→ WHAT TO WORK ON
The answer must consist of every line in the records below that contains the string "dead".

→ DATA EXTRACTS
↓↓↓
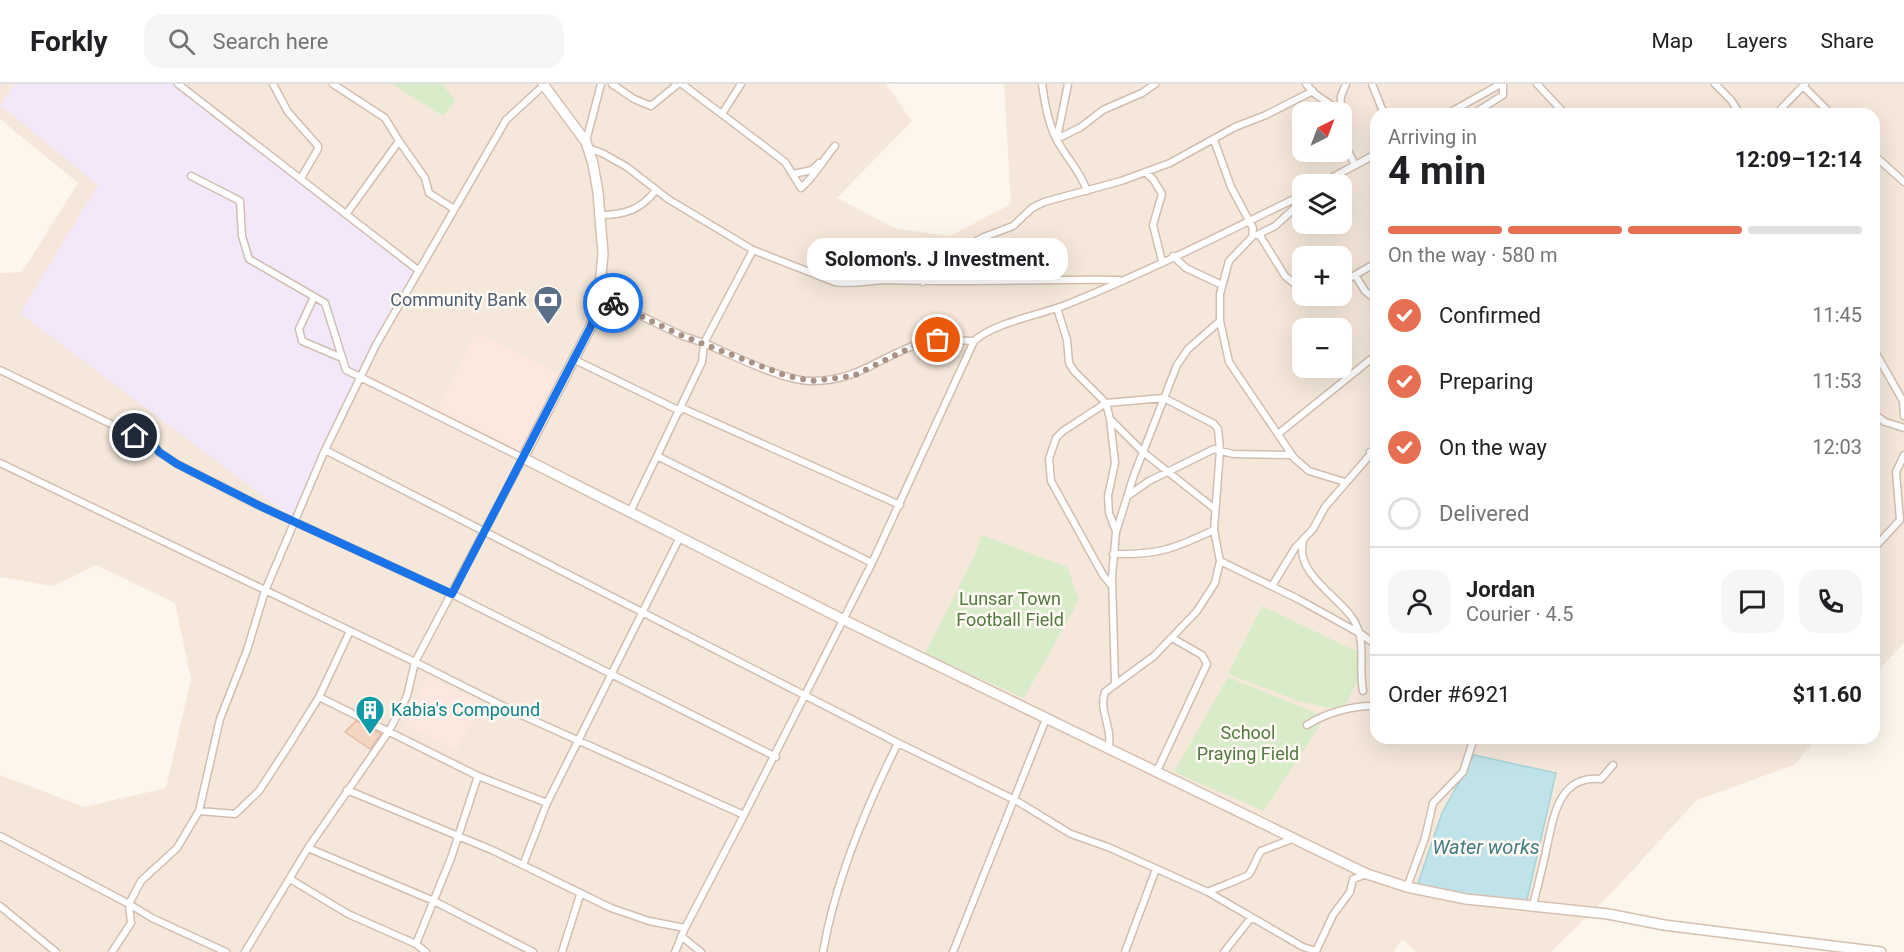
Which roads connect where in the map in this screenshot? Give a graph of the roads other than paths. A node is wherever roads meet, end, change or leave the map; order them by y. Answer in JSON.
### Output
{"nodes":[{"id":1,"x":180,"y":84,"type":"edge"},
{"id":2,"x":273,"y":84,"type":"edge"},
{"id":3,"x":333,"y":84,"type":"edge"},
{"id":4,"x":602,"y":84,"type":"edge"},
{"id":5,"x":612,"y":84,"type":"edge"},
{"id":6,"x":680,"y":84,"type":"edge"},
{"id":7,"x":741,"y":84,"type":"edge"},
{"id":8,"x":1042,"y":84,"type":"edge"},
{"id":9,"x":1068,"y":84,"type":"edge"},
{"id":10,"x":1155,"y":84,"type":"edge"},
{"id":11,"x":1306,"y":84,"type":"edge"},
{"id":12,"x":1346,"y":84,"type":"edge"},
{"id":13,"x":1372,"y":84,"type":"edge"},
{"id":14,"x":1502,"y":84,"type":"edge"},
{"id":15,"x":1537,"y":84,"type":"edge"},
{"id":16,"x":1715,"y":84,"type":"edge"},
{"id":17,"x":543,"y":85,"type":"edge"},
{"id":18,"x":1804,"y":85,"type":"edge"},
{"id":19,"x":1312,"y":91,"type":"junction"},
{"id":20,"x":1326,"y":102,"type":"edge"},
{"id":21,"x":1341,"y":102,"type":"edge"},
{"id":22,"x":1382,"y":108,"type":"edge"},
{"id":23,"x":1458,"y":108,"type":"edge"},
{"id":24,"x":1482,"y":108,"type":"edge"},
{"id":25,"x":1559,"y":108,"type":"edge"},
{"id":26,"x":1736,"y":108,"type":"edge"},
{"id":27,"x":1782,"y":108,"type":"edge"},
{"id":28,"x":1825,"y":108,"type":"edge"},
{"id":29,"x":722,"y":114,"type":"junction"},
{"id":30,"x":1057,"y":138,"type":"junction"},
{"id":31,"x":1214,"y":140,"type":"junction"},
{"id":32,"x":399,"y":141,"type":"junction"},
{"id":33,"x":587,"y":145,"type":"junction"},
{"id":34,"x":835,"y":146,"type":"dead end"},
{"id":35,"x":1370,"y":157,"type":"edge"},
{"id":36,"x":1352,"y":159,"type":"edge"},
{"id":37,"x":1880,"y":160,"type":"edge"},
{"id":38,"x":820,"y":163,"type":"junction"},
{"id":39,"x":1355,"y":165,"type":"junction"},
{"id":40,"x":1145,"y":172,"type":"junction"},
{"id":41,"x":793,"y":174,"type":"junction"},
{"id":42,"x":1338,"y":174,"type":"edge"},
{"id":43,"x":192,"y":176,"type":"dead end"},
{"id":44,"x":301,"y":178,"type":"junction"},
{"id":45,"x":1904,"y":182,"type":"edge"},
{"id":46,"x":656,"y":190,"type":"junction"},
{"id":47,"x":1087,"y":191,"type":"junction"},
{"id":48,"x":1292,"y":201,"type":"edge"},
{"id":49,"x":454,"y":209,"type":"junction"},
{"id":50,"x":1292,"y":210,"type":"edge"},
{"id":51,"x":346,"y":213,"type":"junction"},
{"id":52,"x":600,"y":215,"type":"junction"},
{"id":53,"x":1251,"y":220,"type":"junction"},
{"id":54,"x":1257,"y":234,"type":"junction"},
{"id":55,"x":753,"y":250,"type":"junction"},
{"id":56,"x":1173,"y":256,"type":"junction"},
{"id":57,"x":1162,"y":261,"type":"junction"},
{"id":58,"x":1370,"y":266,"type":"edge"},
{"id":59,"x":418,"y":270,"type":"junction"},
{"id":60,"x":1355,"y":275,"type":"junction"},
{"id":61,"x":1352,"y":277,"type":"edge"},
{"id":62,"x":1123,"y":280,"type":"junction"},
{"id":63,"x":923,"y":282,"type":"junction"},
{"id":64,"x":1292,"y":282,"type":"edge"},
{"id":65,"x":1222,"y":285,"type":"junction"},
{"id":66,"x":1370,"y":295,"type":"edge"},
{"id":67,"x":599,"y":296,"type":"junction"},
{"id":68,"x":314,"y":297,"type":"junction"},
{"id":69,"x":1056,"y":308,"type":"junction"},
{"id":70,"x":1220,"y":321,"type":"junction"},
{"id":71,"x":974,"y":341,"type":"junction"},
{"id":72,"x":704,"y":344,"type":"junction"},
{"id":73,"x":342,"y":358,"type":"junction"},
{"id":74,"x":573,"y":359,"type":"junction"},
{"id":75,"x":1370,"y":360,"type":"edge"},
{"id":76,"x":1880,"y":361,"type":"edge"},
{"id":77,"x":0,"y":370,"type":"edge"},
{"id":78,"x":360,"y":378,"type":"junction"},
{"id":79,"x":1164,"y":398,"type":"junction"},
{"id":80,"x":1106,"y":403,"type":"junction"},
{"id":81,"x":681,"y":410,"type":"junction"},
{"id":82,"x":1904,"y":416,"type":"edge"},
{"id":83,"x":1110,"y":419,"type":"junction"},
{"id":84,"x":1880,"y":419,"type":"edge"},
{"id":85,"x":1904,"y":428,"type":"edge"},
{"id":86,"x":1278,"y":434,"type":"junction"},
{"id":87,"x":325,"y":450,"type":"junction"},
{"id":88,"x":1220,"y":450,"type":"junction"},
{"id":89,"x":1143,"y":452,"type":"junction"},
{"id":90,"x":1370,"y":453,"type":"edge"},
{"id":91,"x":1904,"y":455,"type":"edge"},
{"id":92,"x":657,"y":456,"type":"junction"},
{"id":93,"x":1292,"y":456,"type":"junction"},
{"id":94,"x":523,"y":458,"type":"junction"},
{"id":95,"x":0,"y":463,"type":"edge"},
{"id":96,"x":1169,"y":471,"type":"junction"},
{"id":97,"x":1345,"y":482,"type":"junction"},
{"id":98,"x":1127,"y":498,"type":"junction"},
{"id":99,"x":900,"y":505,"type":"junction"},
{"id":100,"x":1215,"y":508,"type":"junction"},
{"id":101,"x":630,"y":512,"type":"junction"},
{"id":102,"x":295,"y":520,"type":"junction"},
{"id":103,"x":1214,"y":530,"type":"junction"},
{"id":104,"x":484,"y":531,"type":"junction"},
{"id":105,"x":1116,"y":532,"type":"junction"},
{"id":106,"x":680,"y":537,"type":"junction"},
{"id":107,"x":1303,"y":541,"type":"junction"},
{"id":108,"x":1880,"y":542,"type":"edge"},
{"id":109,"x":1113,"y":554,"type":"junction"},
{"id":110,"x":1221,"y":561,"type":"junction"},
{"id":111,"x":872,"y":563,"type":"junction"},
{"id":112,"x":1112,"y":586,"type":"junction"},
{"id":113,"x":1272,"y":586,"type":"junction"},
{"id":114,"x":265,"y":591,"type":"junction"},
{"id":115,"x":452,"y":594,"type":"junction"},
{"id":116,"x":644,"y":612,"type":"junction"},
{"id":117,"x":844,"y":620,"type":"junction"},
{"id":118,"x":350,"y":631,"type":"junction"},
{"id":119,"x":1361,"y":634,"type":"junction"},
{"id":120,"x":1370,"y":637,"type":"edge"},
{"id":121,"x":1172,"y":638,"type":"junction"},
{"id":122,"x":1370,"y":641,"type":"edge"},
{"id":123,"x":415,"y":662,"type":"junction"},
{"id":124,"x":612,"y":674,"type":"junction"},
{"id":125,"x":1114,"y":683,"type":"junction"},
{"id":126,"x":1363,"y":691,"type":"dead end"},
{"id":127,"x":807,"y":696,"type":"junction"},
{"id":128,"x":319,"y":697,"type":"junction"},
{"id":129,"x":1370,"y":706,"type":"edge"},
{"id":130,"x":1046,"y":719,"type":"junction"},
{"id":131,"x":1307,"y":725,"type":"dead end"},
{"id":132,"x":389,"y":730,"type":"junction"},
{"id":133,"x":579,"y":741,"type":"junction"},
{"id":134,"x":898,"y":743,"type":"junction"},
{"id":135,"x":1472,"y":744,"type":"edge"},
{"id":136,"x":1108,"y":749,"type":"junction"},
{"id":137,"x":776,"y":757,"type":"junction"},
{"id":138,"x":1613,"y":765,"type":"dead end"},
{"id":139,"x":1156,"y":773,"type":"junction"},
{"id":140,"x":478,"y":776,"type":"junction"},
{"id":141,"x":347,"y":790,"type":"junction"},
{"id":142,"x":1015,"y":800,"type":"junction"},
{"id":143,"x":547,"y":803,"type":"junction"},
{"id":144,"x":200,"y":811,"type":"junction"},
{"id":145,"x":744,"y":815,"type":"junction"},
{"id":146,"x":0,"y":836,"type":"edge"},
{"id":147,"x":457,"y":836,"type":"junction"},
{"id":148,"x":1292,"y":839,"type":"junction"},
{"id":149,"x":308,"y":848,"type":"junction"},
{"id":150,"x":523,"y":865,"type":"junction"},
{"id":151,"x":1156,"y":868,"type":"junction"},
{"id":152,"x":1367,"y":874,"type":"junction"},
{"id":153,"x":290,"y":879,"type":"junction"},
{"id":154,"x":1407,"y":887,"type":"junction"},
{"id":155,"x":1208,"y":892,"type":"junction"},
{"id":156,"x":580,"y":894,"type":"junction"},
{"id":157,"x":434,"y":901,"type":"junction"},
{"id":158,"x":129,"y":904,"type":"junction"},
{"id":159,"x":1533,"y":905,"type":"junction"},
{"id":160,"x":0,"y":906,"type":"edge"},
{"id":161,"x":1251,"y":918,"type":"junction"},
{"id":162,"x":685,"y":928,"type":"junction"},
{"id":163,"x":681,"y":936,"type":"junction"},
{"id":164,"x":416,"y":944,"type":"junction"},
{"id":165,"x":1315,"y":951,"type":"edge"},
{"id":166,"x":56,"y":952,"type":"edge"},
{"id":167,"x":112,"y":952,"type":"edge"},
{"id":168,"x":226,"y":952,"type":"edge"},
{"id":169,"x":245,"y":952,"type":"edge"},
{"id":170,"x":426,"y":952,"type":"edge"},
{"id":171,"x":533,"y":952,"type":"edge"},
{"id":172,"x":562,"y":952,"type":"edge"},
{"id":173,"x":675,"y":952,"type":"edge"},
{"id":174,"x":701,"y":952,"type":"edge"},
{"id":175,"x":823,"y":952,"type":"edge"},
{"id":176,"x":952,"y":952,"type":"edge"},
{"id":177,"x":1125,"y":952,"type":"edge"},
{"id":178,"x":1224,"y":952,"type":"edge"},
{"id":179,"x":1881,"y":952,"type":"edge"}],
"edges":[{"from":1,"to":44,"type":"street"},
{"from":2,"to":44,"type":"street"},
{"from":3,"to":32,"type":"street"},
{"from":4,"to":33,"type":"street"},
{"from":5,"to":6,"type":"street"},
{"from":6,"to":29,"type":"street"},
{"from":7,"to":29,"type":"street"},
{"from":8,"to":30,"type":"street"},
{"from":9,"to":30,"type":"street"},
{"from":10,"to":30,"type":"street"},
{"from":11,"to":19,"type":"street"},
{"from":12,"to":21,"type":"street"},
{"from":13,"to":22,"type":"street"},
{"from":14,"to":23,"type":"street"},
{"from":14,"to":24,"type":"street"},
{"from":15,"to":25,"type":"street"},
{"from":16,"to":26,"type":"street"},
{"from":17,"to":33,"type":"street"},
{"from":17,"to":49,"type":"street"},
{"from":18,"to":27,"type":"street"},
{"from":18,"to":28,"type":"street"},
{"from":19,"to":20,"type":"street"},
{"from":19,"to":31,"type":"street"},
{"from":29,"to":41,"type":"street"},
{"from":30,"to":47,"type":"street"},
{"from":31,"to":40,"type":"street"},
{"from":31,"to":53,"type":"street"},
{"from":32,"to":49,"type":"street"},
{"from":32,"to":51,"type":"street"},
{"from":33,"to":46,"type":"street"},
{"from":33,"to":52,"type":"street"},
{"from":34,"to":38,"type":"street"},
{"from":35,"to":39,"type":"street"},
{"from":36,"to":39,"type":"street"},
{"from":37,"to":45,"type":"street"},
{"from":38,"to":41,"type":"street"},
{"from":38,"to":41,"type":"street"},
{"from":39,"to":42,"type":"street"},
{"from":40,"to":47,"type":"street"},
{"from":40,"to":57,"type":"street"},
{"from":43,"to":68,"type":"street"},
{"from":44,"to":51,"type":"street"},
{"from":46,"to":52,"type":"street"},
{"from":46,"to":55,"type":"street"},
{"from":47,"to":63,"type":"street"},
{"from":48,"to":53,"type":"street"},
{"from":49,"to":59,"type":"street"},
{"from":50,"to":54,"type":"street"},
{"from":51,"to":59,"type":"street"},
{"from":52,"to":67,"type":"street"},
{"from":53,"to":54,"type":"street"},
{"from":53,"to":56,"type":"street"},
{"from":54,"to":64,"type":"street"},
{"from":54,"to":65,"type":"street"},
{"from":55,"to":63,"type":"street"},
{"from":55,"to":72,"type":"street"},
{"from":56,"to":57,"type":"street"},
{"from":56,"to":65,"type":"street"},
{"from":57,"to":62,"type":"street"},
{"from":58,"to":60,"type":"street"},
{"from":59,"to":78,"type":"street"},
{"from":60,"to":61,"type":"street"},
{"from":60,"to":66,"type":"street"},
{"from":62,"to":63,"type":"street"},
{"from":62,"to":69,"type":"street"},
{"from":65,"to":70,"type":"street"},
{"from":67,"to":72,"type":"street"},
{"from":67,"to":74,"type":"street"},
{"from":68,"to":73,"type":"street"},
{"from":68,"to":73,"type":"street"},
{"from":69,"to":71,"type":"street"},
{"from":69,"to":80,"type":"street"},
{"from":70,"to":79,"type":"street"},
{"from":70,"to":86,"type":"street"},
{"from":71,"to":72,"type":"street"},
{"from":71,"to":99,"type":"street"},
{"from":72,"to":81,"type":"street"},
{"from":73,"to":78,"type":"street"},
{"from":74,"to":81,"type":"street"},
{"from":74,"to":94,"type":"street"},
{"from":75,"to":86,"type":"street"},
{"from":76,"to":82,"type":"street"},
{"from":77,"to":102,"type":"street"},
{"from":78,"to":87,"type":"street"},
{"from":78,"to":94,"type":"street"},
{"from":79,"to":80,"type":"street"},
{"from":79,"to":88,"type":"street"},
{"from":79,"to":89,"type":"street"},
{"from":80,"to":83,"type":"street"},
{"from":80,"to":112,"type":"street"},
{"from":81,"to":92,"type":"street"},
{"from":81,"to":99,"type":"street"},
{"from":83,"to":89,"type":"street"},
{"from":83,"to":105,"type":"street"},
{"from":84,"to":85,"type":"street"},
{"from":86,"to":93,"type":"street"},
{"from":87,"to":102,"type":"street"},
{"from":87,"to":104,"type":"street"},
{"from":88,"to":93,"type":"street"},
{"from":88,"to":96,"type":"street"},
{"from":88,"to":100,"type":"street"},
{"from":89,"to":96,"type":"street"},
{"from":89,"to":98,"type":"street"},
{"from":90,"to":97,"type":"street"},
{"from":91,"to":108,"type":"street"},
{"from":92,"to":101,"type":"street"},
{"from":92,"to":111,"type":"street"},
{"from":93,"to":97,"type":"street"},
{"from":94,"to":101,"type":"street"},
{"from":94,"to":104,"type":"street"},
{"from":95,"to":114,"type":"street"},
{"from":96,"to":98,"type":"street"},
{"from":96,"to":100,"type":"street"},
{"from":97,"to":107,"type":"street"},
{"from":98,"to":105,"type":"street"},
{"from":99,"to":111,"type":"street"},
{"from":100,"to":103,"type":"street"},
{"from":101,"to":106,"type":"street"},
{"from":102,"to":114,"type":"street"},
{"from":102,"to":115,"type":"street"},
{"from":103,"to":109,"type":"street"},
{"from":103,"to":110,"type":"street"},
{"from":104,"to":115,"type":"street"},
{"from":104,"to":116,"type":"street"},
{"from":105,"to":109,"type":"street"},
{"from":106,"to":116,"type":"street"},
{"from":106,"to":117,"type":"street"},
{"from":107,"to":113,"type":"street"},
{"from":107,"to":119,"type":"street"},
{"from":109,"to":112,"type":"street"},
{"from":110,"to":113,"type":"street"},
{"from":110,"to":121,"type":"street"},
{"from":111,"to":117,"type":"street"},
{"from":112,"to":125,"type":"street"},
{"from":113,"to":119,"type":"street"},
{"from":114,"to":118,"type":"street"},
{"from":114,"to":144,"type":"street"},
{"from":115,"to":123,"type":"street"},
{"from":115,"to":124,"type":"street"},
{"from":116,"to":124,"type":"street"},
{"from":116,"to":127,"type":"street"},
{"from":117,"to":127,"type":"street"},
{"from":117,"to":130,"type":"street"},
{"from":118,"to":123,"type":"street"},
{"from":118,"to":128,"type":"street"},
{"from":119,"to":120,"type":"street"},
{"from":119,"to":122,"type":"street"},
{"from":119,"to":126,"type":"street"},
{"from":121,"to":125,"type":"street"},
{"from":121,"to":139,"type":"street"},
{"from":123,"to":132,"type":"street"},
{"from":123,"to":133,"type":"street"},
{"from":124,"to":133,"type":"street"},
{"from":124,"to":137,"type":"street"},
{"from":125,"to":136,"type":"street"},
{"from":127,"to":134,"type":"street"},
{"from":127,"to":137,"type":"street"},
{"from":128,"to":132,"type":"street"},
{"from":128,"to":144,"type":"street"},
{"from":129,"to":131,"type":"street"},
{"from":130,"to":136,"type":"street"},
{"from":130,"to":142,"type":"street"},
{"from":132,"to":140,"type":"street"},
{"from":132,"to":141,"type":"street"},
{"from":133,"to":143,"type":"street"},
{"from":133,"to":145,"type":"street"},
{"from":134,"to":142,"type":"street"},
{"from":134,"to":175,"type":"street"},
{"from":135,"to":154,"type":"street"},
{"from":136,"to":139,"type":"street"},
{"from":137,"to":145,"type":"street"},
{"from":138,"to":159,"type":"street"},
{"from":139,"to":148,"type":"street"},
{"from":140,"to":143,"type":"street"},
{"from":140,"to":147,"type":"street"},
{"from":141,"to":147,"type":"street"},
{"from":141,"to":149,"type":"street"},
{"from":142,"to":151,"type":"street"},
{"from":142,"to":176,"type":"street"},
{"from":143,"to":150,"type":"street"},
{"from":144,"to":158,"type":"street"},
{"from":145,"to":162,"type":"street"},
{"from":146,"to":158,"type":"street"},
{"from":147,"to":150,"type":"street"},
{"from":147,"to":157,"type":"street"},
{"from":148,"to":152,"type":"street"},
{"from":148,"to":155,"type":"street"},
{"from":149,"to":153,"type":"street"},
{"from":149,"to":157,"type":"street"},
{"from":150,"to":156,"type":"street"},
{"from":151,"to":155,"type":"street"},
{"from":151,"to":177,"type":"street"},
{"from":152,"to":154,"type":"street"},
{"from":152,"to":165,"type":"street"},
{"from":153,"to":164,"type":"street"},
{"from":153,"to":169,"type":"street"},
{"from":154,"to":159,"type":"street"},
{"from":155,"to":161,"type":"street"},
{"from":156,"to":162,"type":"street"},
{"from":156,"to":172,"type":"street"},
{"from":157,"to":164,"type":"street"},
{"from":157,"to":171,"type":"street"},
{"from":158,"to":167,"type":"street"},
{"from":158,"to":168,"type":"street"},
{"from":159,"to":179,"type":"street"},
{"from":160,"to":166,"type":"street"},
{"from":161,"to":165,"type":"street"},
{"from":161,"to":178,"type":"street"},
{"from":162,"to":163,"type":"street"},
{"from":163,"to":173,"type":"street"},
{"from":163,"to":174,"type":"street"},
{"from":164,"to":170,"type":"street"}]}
↑↑↑
→ PROBLEM SOLUTION
{"id":34,"x":835,"y":146,"type":"dead end"},
{"id":43,"x":192,"y":176,"type":"dead end"},
{"id":126,"x":1363,"y":691,"type":"dead end"},
{"id":131,"x":1307,"y":725,"type":"dead end"},
{"id":138,"x":1613,"y":765,"type":"dead end"},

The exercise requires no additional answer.